OLEH: Khoeri Abdul Muid
Mentari sore menembus kaca mobil, menemani perjalanan kami menuju Sinjay. Aku, Yam, dan beberapa teman, capek setelah berburu oleh-oleh di Genteng. Mobil terasa pengap oleh tumpukan tas kresek berisi aneka kue kering dan keripik.
"Yam, makan dulu, yuk. Sinjay, setuju?" kataku sambil menepuk bahunya.
Yam hanya mengangguk, tatapannya menerawang ke luar jendela. "Iya, aku lapar."
Sinjay sudah jauh berbeda dari pertama kali aku ke sana. Restorannya kini besar, penuh orang, dan atmosfernya terasa hidup. Semua orang terlihat sama: lapar, tergiur aroma sambal pencitt.
Pelayan datang. Aku langsung pesan, "Bebek goreng satu, sambel pencitt banyak, ya."
Giliran Yam. Dia menatap pelayan tanpa ekspresi. "Ayam goreng satu."
Aku melongo. "Serius, Yam? Ayam? Ini Sinjay!"
Dia hanya tersenyum tipis. "Kenapa? Salah, ya?"
Aku mendengus, membiarkannya. Yam memang aneh, tapi itu bagian dari dirinya yang kami terima.
Makan malam berlalu dalam keheningan. Aku menikmati bebek yang gurih, sambel pencitt yang membuat lidah terbakar nikmat. Yam, seperti biasa, makan pelan. Sisa ayam di piringnya masih banyak.
"Sambel pencitt-nya enak, ya?" tanyanya tiba-tiba.
Aku mengangguk. "Tapi tetep aja, ayam di resto bebek itu nggak masuk akal."
Dia tersenyum, lalu berkata dengan nada santai, "Aku nggak pernah suka bebek. Bukan masalah rasa, tapi ada sejarahnya."
"Sejarah apa?" tanyaku, penasaran.
Yam meletakkan sendoknya, menatapku lurus. "Waktu kecil, aku pernah lihat ayahku bunuh bebek di depan mataku.

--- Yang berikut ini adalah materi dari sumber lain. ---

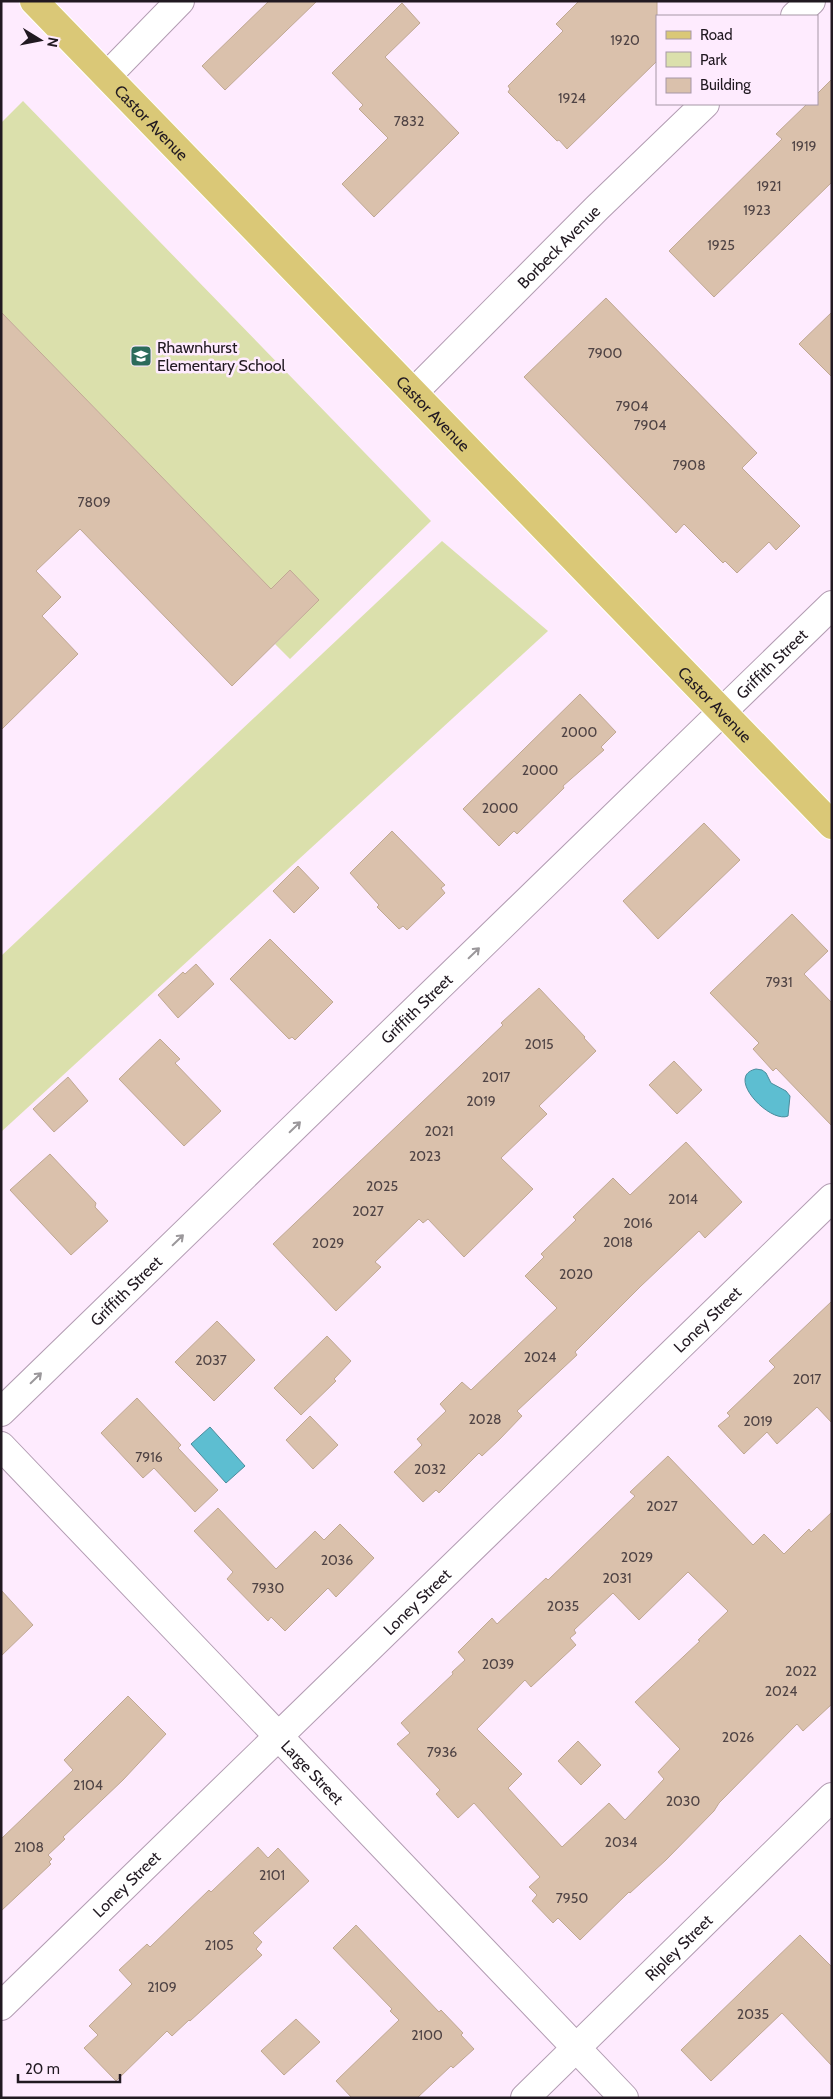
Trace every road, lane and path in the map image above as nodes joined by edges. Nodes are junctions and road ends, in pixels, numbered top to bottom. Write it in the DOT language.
graph roads {
  1 [pos="34,1"];
  2 [pos="180,1"];
  3 [pos="811,1"];
  4 [pos="796,15"];
  5 [pos="107,76"];
  6 [pos="704,105"];
  7 [pos="414,392"];
  8 [pos="832,605"];
  9 [pos="723,711"];
  10 [pos="832,825"];
  11 [pos="832,1198"];
  12 [pos="1,1412"];
  13 [pos="1,1446"];
  14 [pos="280,1736"];
  15 [pos="832,1797"];
  16 [pos="1,2006"];
  17 [pos="577,2048"];
  18 [pos="525,2098"];
  19 [pos="624,2098"];
  1 -- 5 [label="main road, Castor Avenue"];
  2 -- 5 [label="street"];
  3 -- 4 [label="street"];
  5 -- 7 [label="main road, Castor Avenue"];
  6 -- 7 [label="street, Borbeck Avenue"];
  7 -- 9 [label="main road, Castor Avenue"];
  8 -- 9 [label="street, Griffith Street"];
  9 -- 10 [label="main road, Castor Avenue"];
  12 -- 9 [label="street, Griffith Street, one-way"];
  11 -- 14 [label="street, Loney Street"];
  13 -- 14 [label="street, Large Street"];
  14 -- 16 [label="street, Loney Street"];
  14 -- 17 [label="street, Large Street"];
  15 -- 17 [label="street, Ripley Street"];
  17 -- 18 [label="street, Ripley Street"];
  17 -- 19 [label="street, Large Street"];
}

Bebek itu nggak langsung mati. Dia berontak, berlari tanpa kepala, darahnya muncrat ke mana-mana. Sejak itu, aku nggak pernah mau makan bebek."
Semua orang di meja terdiam. Yam kembali makan dengan tenang, seolah cerita barusan adalah hal biasa.

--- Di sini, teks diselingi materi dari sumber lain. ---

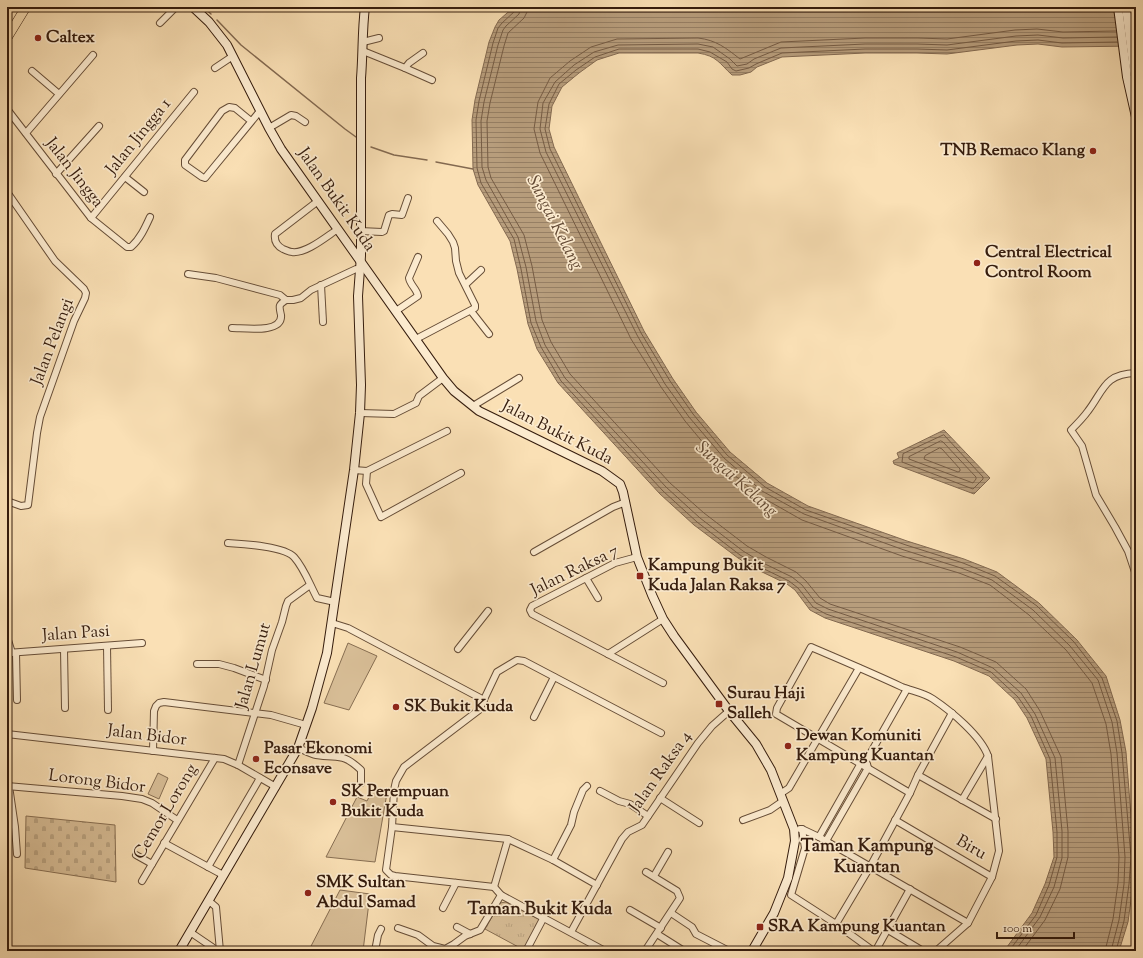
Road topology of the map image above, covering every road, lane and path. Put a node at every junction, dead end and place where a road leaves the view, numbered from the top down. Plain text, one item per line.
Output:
1 (26, 7) edge
2 (176, 7) edge
3 (193, 7) edge
4 (365, 7) edge
5 (1118, 7) edge
6 (1126, 7) edge
7 (160, 23) dead end
8 (7, 38) edge
9 (380, 38) dead end
10 (363, 46) junction
11 (422, 53) dead end
12 (93, 55) dead end
13 (233, 56) junction
14 (215, 68) dead end
15 (405, 68) junction
16 (32, 71) dead end
17 (432, 80) dead end
18 (1136, 87) edge
19 (194, 92) dead end
20 (59, 94) junction
21 (7, 109) edge
22 (260, 111) junction
23 (1136, 116) edge
24 (251, 121) junction
25 (305, 122) dead end
26 (99, 126) dead end
27 (269, 128) junction
28 (26, 133) junction
29 (56, 174) junction
30 (125, 177) junction
31 (7, 192) edge
32 (144, 192) dead end
33 (408, 198) dead end
34 (318, 201) junction
35 (150, 217) dead end
36 (90, 218) junction
37 (437, 221) dead end
38 (338, 229) junction
39 (360, 232) junction
40 (344, 238) junction
41 (418, 257) dead end
42 (359, 258) junction
43 (356, 268) junction
44 (481, 270) dead end
45 (188, 274) dead end
46 (371, 276) junction
47 (466, 284) junction
48 (321, 285) junction
49 (359, 285) junction
50 (358, 294) junction
51 (286, 300) junction
52 (396, 311) junction
53 (471, 311) junction
54 (323, 322) dead end
55 (232, 328) dead end
56 (489, 334) dead end
57 (416, 339) junction
58 (1136, 373) edge
59 (443, 378) junction
60 (519, 378) dead end
61 (473, 406) junction
62 (360, 413) junction
63 (447, 431) dead end
64 (354, 470) junction
65 (367, 471) junction
66 (460, 473) dead end
67 (7, 501) edge
68 (626, 502) junction
69 (228, 543) dead end
70 (534, 552) dead end
71 (638, 557) junction
72 (1136, 575) edge
73 (586, 578) junction
74 (310, 585) junction
75 (598, 598) dead end
76 (334, 602) junction
77 (488, 611) dead end
78 (663, 618) junction
79 (332, 624) junction
80 (7, 637) edge
81 (142, 643) dead end
82 (107, 646) junction
83 (64, 649) junction
84 (458, 649) dead end
85 (12, 653) edge
86 (608, 654) junction
87 (197, 664) dead end
88 (859, 668) junction
89 (554, 677) junction
90 (266, 680) junction
91 (663, 683) dead end
92 (907, 689) junction
93 (17, 700) dead end
94 (484, 700) junction
95 (66, 708) dead end
96 (108, 710) dead end
97 (729, 712) junction
98 (952, 713) junction
99 (255, 714) junction
100 (534, 717) dead end
101 (306, 726) junction
102 (661, 733) dead end
103 (7, 734) edge
104 (818, 739) junction
105 (298, 748) junction
106 (153, 751) junction
107 (988, 756) junction
108 (215, 758) junction
109 (863, 762) junction
110 (238, 765) junction
111 (868, 768) junction
112 (918, 775) junction
113 (260, 778) junction
114 (361, 783) dead end
115 (8, 786) edge
116 (588, 786) dead end
117 (276, 787) junction
118 (600, 791) dead end
119 (910, 793) junction
120 (660, 798) junction
121 (782, 798) junction
122 (962, 800) junction
123 (648, 816) junction
124 (996, 819) junction
125 (177, 820) junction
126 (743, 820) dead end
127 (895, 820) junction
128 (698, 822) dead end
129 (392, 827) junction
130 (798, 829) junction
131 (819, 837) junction
132 (508, 839) junction
133 (826, 841) junction
134 (164, 844) junction
135 (668, 852) dead end
136 (17, 854) dead end
137 (136, 854) dead end
138 (553, 860) junction
139 (152, 864) junction
140 (208, 867) junction
141 (870, 867) junction
142 (646, 872) dead end
143 (223, 876) junction
144 (654, 876) junction
145 (992, 876) junction
146 (142, 881) dead end
147 (456, 883) junction
148 (597, 885) junction
149 (494, 887) junction
150 (910, 890) junction
151 (501, 895) junction
152 (209, 901) junction
153 (443, 908) dead end
154 (630, 910) dead end
155 (671, 914) junction
156 (544, 917) junction
157 (968, 923) junction
158 (836, 924) junction
159 (457, 927) dead end
160 (398, 928) dead end
161 (661, 928) junction
162 (381, 929) dead end
163 (888, 930) junction
164 (190, 932) junction
165 (571, 932) junction
166 (470, 934) junction
167 (657, 934) junction
168 (179, 951) edge
169 (219, 951) edge
170 (375, 951) edge
171 (526, 951) edge
172 (605, 951) edge
173 (645, 951) edge
174 (684, 951) edge
175 (729, 951) edge
176 (752, 951) edge
177 (923, 951) edge
178 (936, 951) edge

1 - 8 main road
2 - 7 street
3 - 13 street, Jalan Bukit Kuda
4 - 10 street
5 - 23 street
6 - 18 street
9 - 10 street
10 - 15 street
10 - 39 street
11 - 15 street
12 - 20 street
13 - 14 street
13 - 22 street, Jalan Bukit Kuda
15 - 17 street
16 - 20 street
19 - 30 street, Jalan Jingga 1
20 - 28 street
21 - 28 street, Jalan Jingga
22 - 24 street
22 - 27 street, Jalan Bukit Kuda
24 - 24 street
25 - 27 street
26 - 29 street
27 - 34 street, Jalan Bukit Kuda
28 - 29 street, Jalan Jingga
29 - 36 street, Jalan Jingga
30 - 32 street
30 - 36 street, Jalan Jingga 1
31 - 67 street, Jalan Pelangi
33 - 39 street
34 - 38 street, Jalan Bukit Kuda
34 - 38 street
35 - 36 street, Jalan Jingga
37 - 47 street
38 - 40 street, Jalan Bukit Kuda
39 - 40 street
39 - 42 street
40 - 42 street, Jalan Bukit Kuda
41 - 52 street
42 - 43 street
42 - 46 street, Jalan Bukit Kuda
42 - 49 street
43 - 48 street
43 - 50 street
44 - 47 street
45 - 51 street
46 - 49 street
46 - 52 street, Jalan Bukit Kuda
47 - 53 street
48 - 51 street
48 - 54 street
49 - 50 street
50 - 62 street
51 - 55 street
52 - 57 street, Jalan Bukit Kuda
53 - 56 street
53 - 57 street
57 - 59 street, Jalan Bukit Kuda
58 - 72 street
59 - 61 street, Jalan Bukit Kuda
59 - 62 street
60 - 61 street
61 - 68 street, Jalan Bukit Kuda
62 - 64 street
63 - 65 street
64 - 65 street
64 - 76 street
65 - 66 street
68 - 70 street
68 - 71 street, Jalan Bukit Kuda
69 - 74 street
71 - 73 street, Jalan Raksa 7
71 - 78 street, Jalan Bukit Kuda
73 - 75 street
73 - 86 street, Jalan Raksa 7
74 - 76 street
74 - 90 street, Jalan Lumut
76 - 79 street
77 - 84 street
78 - 86 street
78 - 97 street, Jalan Bukit Kuda
79 - 94 street
79 - 101 street
80 - 85 street
81 - 82 street, Jalan Pasi
82 - 83 street, Jalan Pasi
82 - 96 street
83 - 85 street, Jalan Pasi
83 - 95 street
85 - 93 street
86 - 91 street
87 - 90 street
88 - 92 street
88 - 104 street
88 - 104 street
89 - 94 street
89 - 100 street
89 - 102 street
90 - 99 street, Jalan Lumut
92 - 98 street
92 - 109 street
94 - 129 street
97 - 120 street, Jalan Raksa 4
97 - 121 street, Jalan Bukit Kuda
98 - 107 street
98 - 112 street
99 - 101 street
99 - 106 street
99 - 110 street, Jalan Lumut
101 - 105 street
103 - 106 street, Jalan Bidor
104 - 109 street
104 - 121 street
105 - 114 street
105 - 117 street
106 - 108 street, Jalan Bidor
107 - 122 street
107 - 124 street
108 - 110 street, Jalan Bidor
108 - 125 street, Cemor Lorong
109 - 111 street
109 - 131 street
110 - 113 street, Jalan Bidor
111 - 119 street
111 - 133 street
112 - 119 street
112 - 122 street
113 - 117 street, Jalan Bidor
113 - 140 street
115 - 125 street, Lorong Bidor
115 - 136 street
116 - 138 street
117 - 143 street
118 - 123 street
119 - 127 street
120 - 123 street, Jalan Raksa 4
120 - 128 street
121 - 126 street
121 - 130 street, Jalan Bukit Kuda
122 - 124 street
123 - 148 street, Jalan Raksa 4
124 - 145 street
125 - 134 street, Cemor Lorong
127 - 141 street
127 - 145 street, Biru
129 - 132 street
129 - 147 street
130 - 131 street
130 - 158 street
130 - 176 street, Jalan Bukit Kuda
131 - 133 street
132 - 138 street
132 - 149 street
133 - 141 street
134 - 139 street, Cemor Lorong
134 - 140 street
135 - 144 street
137 - 139 street
138 - 148 street
139 - 146 street, Cemor Lorong
140 - 143 street
141 - 150 street
141 - 158 street
142 - 144 street
143 - 152 street
144 - 155 street
145 - 157 street
147 - 149 street
147 - 153 street
148 - 165 street, Jalan Raksa 4
149 - 151 street
150 - 157 street
150 - 163 street
151 - 156 street
151 - 166 street
152 - 164 street
152 - 169 street
154 - 161 street
155 - 161 street
155 - 175 street
156 - 165 street
156 - 171 street
157 - 178 street
158 - 163 street
159 - 166 street
160 - 166 street
161 - 167 street
162 - 170 street
163 - 177 street
164 - 168 street
164 - 169 street
165 - 172 street
167 - 173 street
167 - 174 street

Setelah makan, kami menyeberangi Suramadu dalam suasana senyap. Angin laut menampar wajahku dari kaca yang sedikit terbuka.
"Besok aku nggak ikut," kata Yam tiba-tiba.
Aku menoleh. "Kenapa? Kamu nggak mau ikut ke destinasi terakhir kita?"
Dia tersenyum samar. "Aku punya urusan lain. Udah lama aku tunda."
"Urusan apa?"
"Nyelesaikan sesuatu," jawabnya singkat.
Dua minggu kemudian, aku menerima telepon yang membuatku membeku. Yam ditemukan meninggal di sebuah kamar hotel kecil di Surabaya. Sebuah surat ada di samping tubuhnya.
"Aku pernah bilang soal bebek, kan? Sebenarnya bukan ayahku yang membunuh bebek itu. Aku yang melakukannya. Dan itu bukan bebek biasa. Itu bebek peliharaan kakakku. Dia marah besar, dan sejak hari itu, dia nggak pernah mau bicara lagi denganku. Malam ini, aku mau minta maaf... meski dia sudah lama tiada."
Aku tertegun membaca surat itu. Semua yang terjadi di Sinjay---ayamnya, sambel pencitt-nya, tatapan kosong Yam---tiba-tiba terasa begitu nyata. Perjalanan terakhirnya di Surabaya bukan sekadar makan ayam di resto nasi bebek. Itu adalah caranya berdamai dengan masa lalu yang membelenggu.